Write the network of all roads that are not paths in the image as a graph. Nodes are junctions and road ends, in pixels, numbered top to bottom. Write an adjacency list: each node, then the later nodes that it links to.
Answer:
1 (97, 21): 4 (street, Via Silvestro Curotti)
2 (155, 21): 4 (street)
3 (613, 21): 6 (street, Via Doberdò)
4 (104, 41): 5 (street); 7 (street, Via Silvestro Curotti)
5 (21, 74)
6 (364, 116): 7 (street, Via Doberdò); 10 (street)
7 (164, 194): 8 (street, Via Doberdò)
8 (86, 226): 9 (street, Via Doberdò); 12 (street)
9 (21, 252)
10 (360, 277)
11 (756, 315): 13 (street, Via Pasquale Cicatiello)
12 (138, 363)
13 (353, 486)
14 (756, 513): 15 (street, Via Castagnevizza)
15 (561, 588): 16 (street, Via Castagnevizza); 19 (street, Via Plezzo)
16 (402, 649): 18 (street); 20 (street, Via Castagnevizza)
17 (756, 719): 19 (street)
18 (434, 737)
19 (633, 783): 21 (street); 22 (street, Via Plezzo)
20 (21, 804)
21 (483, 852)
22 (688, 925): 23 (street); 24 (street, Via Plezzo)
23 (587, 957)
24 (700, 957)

_Requirement_:
Only an exact copy of the entries above will do.

_Answer below_:
Write the network of all roads that are not paths in the image as a graph. Nodes are junctions and road ends, in pixels, numbered top to bottom. Write an adjacency list: each node, then the later nodes that it links to.
Answer:
1 (97, 21): 4 (street, Via Silvestro Curotti)
2 (155, 21): 4 (street)
3 (613, 21): 6 (street, Via Doberdò)
4 (104, 41): 5 (street); 7 (street, Via Silvestro Curotti)
5 (21, 74)
6 (364, 116): 7 (street, Via Doberdò); 10 (street)
7 (164, 194): 8 (street, Via Doberdò)
8 (86, 226): 9 (street, Via Doberdò); 12 (street)
9 (21, 252)
10 (360, 277)
11 (756, 315): 13 (street, Via Pasquale Cicatiello)
12 (138, 363)
13 (353, 486)
14 (756, 513): 15 (street, Via Castagnevizza)
15 (561, 588): 16 (street, Via Castagnevizza); 19 (street, Via Plezzo)
16 (402, 649): 18 (street); 20 (street, Via Castagnevizza)
17 (756, 719): 19 (street)
18 (434, 737)
19 (633, 783): 21 (street); 22 (street, Via Plezzo)
20 (21, 804)
21 (483, 852)
22 (688, 925): 23 (street); 24 (street, Via Plezzo)
23 (587, 957)
24 (700, 957)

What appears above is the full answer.